Der Käferplanet an sich, dieser Alptraum aus einer stinkenden, barbarischen Existenz, schien eine Geburt eines kranken, kaputten, hoffnungslos zerstörten Hirns, das sich ganz tief da hinein, oder davon weg sehnte. Auf jeden Fall war es für ihn unglaubwürdig und unbestätigt. Es gab nichts dergleichen, kein Bezugspunkt, den er annehmen konnte, keine ähnliche Evolution in dem bekannten Rahmen.

Wie konnte er an gallertartige Wesen glauben, die am Himmel wolkengleich schweben? Und die kleine Roboter fraßen?

Er hatte nicht mal gelacht. Er hatte es einfach nur vergessen.

Seine Augen sahen traurig auf Benkal.

„Es ist kein Virus. Definitiv nicht. Es ist eine Armee. Eine kleine, schlagkräftige Armee. Ich hatte vor langer Zeit, und ich weiß nicht mehr von wem, eine Erinnerung an Flugquallen gefunden. Ich hatte es verworfen, mich nicht mehr weiter darum gekümmert. Wer glaubt so etwas? Flugquallen.
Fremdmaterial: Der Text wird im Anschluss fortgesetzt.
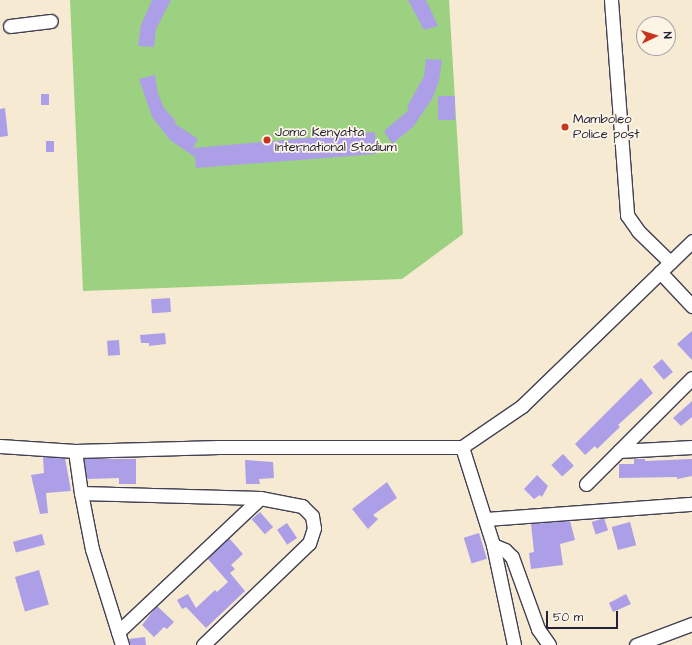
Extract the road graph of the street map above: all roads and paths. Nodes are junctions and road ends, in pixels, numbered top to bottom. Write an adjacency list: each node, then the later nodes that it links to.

Diese Tiere schweben wolkengleich über einen Planeten, der nur und ausschließlich von Käfer bevölkert ist. Käfer. Tumbe Gesellen, die noch nicht mal fliegen können, aber sich abartig schnell vermehren. Verrückt. Haste nicht gesehen gibt es schon eine neue Generation. Hat mich überrascht. Hielt ich für einen Albtraum.“

‚Und was bitte hat das mit der Seuche zu tun?“

„Moment, lassen sie mich ausreden,Zinnsoldat der Palastwache. Diese Flugquallen ernährten sich von kleine, winzige Miniaturroboter, die sich in derAtmosphäre bewegten. Sie waren angeblich so groß wie Mikroben. Plankton der Luft. Wundersam vernetzt, einem geheimen Befehl folgenden. Erschaffen aus dem, was da war. Vollkommen Organisch. Regenerativ. Allein zum Zweck riesige Amöben zu ernähren, die irgendwie am Himmel schweben und die Sonnenstrahlen davon abhalten die beschmutzte Erde der Käfer zu berühren. Es hatte etwas poetisches darüber nachzudenken. Und Künstler mögen sich solch einen Müll vorstellen, aber bitte wo sollte es das geben? Kleine, winzige Roboter, geschaffen von einer Art höheren Intelligenz, die durch Abwesenheit glänzt, weil da nur niedere Lebewesen eine Art Wohlfühl-Oase bevölkern? Und diese kleinen mechanischen Wunder, die ich mir nicht mal vorstellen kann, deren Bilder nebulös sind, schwirren in Formationen durch die Luft? Schwarmweise. Wild. Ungesteuert. Vergleichbar mit kleinstlebewesen im Meer !“

Er hielt kurz innen und blickte Benkal direkt in die Augen.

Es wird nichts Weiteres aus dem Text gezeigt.